Dopo l'ambient-techno di "Kokotsu" i danesi Tournesol tirano fuori uno dei dischi più interessanti e sottovalutati dei 90's elettronici: Moonfunk (1995) edito sulla gloriosa R&S. Delle atmosfere apocalittiche e disagiate del suo predecessore non vi è quasi più traccia, e quei interminabili droni a primeggiare svolgono adesso un ruolo quasi esclusivamente di "sfondo". L'intento è osare e sperimentare, l'esito è un suono mite e profondo, spaziale e dimesso; paesaggi sonori irreali simil Oval dominano uno scenario atonale caratterizzato da un ammirevole collage stilistico (ambient, rap, techno, jazz, trip hop, break per citare alcune influenze).

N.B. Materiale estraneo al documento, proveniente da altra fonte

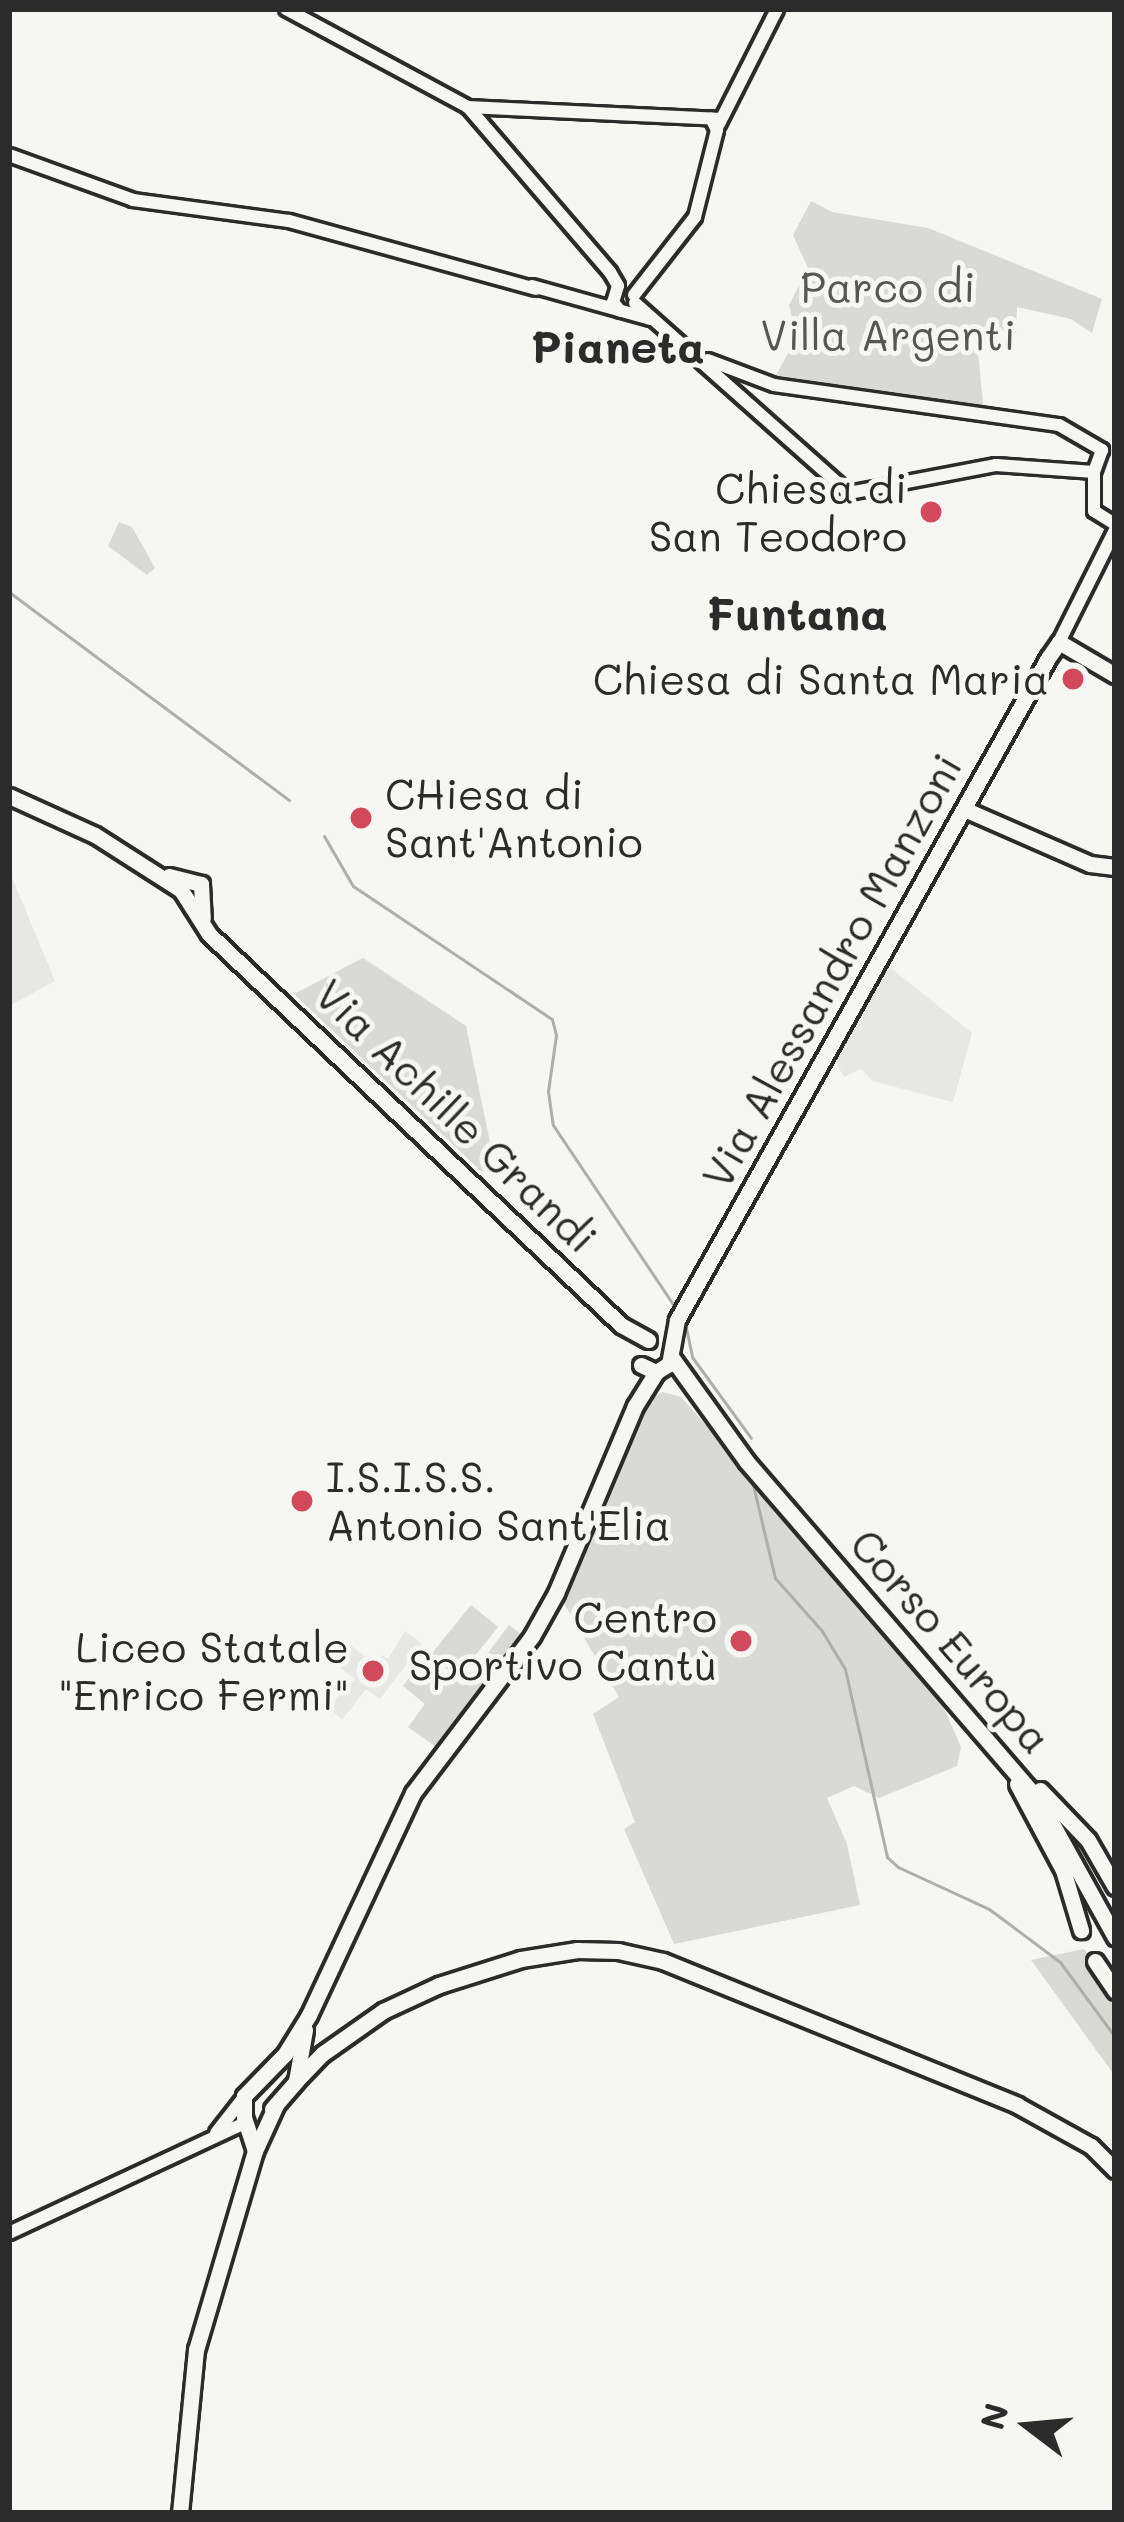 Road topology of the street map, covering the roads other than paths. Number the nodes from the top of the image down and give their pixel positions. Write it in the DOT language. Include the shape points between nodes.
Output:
graph roads {
  1 [pos="287,9"];
  2 [pos="777,9"];
  3 [pos="468,107"];
  4 [pos="716,123"];
  5 [pos="9,155"];
  6 [pos="616,293"];
  7 [pos="586,304"];
  8 [pos="629,305"];
  9 [pos="701,357"];
  10 [pos="1094,472"];
  11 [pos="1115,527"];
  12 [pos="1060,641"];
  13 [pos="1115,675"];
  14 [pos="9,796"];
  15 [pos="964,809"];
  16 [pos="1115,867"];
  17 [pos="656,1355"];
  18 [pos="996,1744"];
  19 [pos="1056,1788"];
  20 [pos="1059,1809"];
  21 [pos="1115,1887"];
  22 [pos="1081,1930"];
  23 [pos="1115,1937"];
  24 [pos="1096,1961"];
  25 [pos="1115,1991"];
  26 [pos="322,2054"];
  27 [pos="295,2056"];
  28 [pos="296,2080"];
  29 [pos="244,2096"];
  30 [pos="276,2105"];
  31 [pos="247,2123"];
  32 [pos="215,2134"];
  33 [pos="255,2151"];
  34 [pos="1115,2170"];
  35 [pos="9,2233"];
  36 [pos="180,2513"];
  1 -- 3 [label="street"];
  2 -- 4 [label="street"];
  3 -- 4 [label="street"];
  3 -- 6 [label="street" via="612,274"];
  4 -- 8 [label="street" via="695,217"];
  5 -- 7 [label="street" via="134,200 289,220"];
  6 -- 7 [label="street"];
  6 -- 8 [label="street"];
  6 -- 8 [label="street"];
  7 -- 8 [label="street"];
  8 -- 9 [label="street"];
  9 -- 10 [label="street" via="774,385 1059,425 1100,448"];
  9 -- 10 [label="street" via="849,493 996,465"];
  10 -- 11 [label="street" via="1094,511"];
  11 -- 12 [label="street, Via Alessandro Manzoni"];
  12 -- 13 [label="main road"];
  12 -- 15 [label="main road, Via Alessandro Manzoni"];
  14 -- 17 [label="main road, Via Achille Grandi" via="95,835 188,892 241,961"];
  15 -- 16 [label="main road" via="1090,864"];
  15 -- 17 [label="main road, Via Alessandro Manzoni"];
  17 -- 18 [label="main road, Corso Europa"];
  17 -- 27 [label="main road" via="556,1593 512,1665 413,1793"];
  18 -- 20 [label="main road"];
  18 -- 22 [label="main road" via="1063,1870"];
  18 -- 23 [label="main road, Corso Europa" via="1039,1800"];
  19 -- 20 [label="main road"];
  20 -- 21 [label="main road"];
  24 -- 25 [label="main road"];
  26 -- 27 [label="main road"];
  26 -- 28 [label="main road"];
  26 -- 34 [label="main road" via="412,1996 478,1970 618,1951 715,1982 1017,2105 1091,2146"];
  27 -- 28 [label="main road"];
  27 -- 29 [label="main road"];
  28 -- 30 [label="main road"];
  29 -- 31 [label="main road"];
  29 -- 32 [label="street"];
  30 -- 31 [label="main road"];
  30 -- 33 [label="main road"];
  31 -- 32 [label="street"];
  31 -- 33 [label="main road"];
  32 -- 35 [label="street"];
  33 -- 36 [label="main road" via="196,2350"];
}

L'ambient organica e monofonica è tuttavia ancora presente: "Inside Angel" e "Baljerne" riprendono le atmosfere opprimenti e claustrofobiche degli esordi; sulle texture cosmiche di "Scapeland", e il futurismo glitch di "Mapping Your Mind" battiti sincopati e suoni fluttuanti in un mare di delay sollecitano il trip mentale. Il cambio di direzione avviene con le inaspettate sonorità chicago house di "Chords of Rhythm" e col suono ovattato di "Junglemovie" e "2095", episodi quest’ultimi che seguono le linee guida appena trattate dai Future Sound of London sul quasi coetaneo "Lifeforms", ovvero pad onirici e ritmiche liquido-riverberate che delineano lo spazio e la (non)forma della musica dei Tournesol. Proprio i due danesi rimangono attualmente tra i pochi ad essersi avvicinati all'irraggiungibile sound dei FSOL, pur senza "clonare" ma proponendo qualcosa di simile seppur in una chiave più semplificata, meno astratta e più extrasensoriale rispetto al suono futurista e visionario dei londinesi; un esempio è il dub acido e nevrotico di "Sunny Blow".

Ulteriori sviluppi della ricerca dei Tournesol si intravedono sul trip hop rappato di "Volt'Age" e "Interplanetary Zonecheck" (idea che verrà poi ripresa con maggior successo dagli Archive di Londinium), e in secondo luogo sul breakbeat astrale di "Electrowaltz" e il similjungle di "Break'n' Space", tracce che fanno però leva sull’approccio ambient tipico del duo, usufruendo di soluzioni poco usuali per gli standard di questi generi. L'esperimento più interessante è sicuramente "Clockworking Clockwork Clock", una sorta di jazz elettronicavanguardistico che sono sicuro sarebbe piaciuto al Miles Davis più in vena di sperimentazioni.

Un disco le cui intuizioni si riveleranno vincenti con gli anni a venire, peccato solamente che il duo non abbia proseguito su questa scia buttandosi a capofitto sul future jazz tramite il mediocre progetto "The Society". Se siete dentro alla roba similwarp dello scorso decennio allora si tratta di un lavoro da riprendere in considerazione.